**Recorded data**:
▬▬▬▬▬▬

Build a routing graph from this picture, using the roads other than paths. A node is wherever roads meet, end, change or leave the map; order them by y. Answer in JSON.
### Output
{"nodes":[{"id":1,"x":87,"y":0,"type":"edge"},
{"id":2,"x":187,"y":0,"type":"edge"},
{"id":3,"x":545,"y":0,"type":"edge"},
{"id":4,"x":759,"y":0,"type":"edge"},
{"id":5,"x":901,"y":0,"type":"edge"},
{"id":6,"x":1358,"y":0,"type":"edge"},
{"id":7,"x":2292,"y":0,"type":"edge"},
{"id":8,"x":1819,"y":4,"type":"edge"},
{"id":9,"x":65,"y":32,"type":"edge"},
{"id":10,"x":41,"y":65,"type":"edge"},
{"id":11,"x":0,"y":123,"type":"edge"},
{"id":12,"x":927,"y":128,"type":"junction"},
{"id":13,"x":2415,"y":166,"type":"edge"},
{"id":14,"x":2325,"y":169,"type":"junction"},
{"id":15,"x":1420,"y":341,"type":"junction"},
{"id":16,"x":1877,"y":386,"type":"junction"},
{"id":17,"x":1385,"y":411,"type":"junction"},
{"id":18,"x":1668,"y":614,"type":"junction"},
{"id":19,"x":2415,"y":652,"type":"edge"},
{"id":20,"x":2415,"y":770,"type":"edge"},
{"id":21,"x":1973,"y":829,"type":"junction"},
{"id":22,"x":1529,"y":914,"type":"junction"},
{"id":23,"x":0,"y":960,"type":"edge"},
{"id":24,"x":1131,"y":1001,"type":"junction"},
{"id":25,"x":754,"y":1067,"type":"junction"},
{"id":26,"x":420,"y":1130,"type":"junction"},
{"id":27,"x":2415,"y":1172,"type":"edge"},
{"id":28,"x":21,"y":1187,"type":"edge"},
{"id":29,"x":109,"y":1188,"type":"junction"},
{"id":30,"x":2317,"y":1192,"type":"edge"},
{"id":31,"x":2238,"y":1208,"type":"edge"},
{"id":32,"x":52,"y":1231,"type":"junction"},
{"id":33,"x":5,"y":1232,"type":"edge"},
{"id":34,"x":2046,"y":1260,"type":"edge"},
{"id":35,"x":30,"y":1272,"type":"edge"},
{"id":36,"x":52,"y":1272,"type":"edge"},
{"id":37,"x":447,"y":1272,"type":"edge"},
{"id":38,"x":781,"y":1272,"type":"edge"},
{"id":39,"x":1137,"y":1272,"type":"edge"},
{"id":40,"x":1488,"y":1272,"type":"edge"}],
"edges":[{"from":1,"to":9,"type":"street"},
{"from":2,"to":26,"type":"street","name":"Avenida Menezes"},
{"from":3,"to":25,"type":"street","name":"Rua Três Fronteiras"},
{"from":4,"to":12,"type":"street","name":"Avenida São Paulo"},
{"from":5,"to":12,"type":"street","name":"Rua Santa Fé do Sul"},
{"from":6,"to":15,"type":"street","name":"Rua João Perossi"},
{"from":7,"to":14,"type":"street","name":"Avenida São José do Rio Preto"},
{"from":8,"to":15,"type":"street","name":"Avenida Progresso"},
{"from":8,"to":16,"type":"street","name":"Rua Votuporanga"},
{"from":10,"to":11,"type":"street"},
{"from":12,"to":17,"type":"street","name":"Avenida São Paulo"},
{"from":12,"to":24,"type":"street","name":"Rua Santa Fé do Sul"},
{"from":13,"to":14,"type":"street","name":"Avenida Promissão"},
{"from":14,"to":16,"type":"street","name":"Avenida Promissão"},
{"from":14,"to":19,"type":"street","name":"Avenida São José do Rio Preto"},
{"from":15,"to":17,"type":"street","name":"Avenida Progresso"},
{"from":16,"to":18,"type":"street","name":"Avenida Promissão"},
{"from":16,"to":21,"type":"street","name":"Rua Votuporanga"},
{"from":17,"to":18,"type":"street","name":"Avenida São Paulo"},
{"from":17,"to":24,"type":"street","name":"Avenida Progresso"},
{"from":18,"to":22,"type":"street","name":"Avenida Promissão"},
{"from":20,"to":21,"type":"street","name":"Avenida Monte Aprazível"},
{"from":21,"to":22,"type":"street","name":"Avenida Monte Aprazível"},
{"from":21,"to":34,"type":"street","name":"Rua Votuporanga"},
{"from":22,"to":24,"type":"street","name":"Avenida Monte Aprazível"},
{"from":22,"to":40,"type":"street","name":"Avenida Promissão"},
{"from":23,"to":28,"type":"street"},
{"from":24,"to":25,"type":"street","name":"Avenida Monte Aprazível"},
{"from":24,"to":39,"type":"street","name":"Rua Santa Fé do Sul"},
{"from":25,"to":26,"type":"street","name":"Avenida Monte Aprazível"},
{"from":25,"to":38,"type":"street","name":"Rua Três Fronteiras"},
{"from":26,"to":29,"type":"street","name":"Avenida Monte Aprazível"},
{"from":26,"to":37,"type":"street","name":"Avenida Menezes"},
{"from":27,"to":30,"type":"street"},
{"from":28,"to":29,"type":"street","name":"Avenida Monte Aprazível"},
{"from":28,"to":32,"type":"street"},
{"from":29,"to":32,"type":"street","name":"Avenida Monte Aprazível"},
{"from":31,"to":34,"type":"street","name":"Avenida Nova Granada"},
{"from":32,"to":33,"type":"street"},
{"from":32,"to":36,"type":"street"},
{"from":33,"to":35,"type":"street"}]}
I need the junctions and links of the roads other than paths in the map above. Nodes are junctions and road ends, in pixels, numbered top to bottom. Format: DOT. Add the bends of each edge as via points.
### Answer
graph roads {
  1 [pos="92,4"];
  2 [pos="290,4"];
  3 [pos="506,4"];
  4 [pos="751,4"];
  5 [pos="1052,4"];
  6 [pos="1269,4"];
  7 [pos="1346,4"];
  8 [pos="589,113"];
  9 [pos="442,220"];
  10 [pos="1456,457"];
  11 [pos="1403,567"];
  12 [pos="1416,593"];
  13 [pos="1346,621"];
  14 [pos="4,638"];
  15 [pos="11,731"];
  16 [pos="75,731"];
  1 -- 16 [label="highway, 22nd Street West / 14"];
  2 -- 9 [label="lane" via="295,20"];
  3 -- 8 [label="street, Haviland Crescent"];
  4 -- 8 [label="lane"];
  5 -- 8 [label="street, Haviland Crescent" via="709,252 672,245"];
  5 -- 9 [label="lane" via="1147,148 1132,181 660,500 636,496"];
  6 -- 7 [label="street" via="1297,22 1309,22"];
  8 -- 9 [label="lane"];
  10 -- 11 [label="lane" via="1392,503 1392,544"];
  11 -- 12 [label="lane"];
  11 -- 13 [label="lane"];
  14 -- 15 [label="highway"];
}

▬▬▬▬▬▬

The answer should be only the number of lines in the data that contain the string "José".

2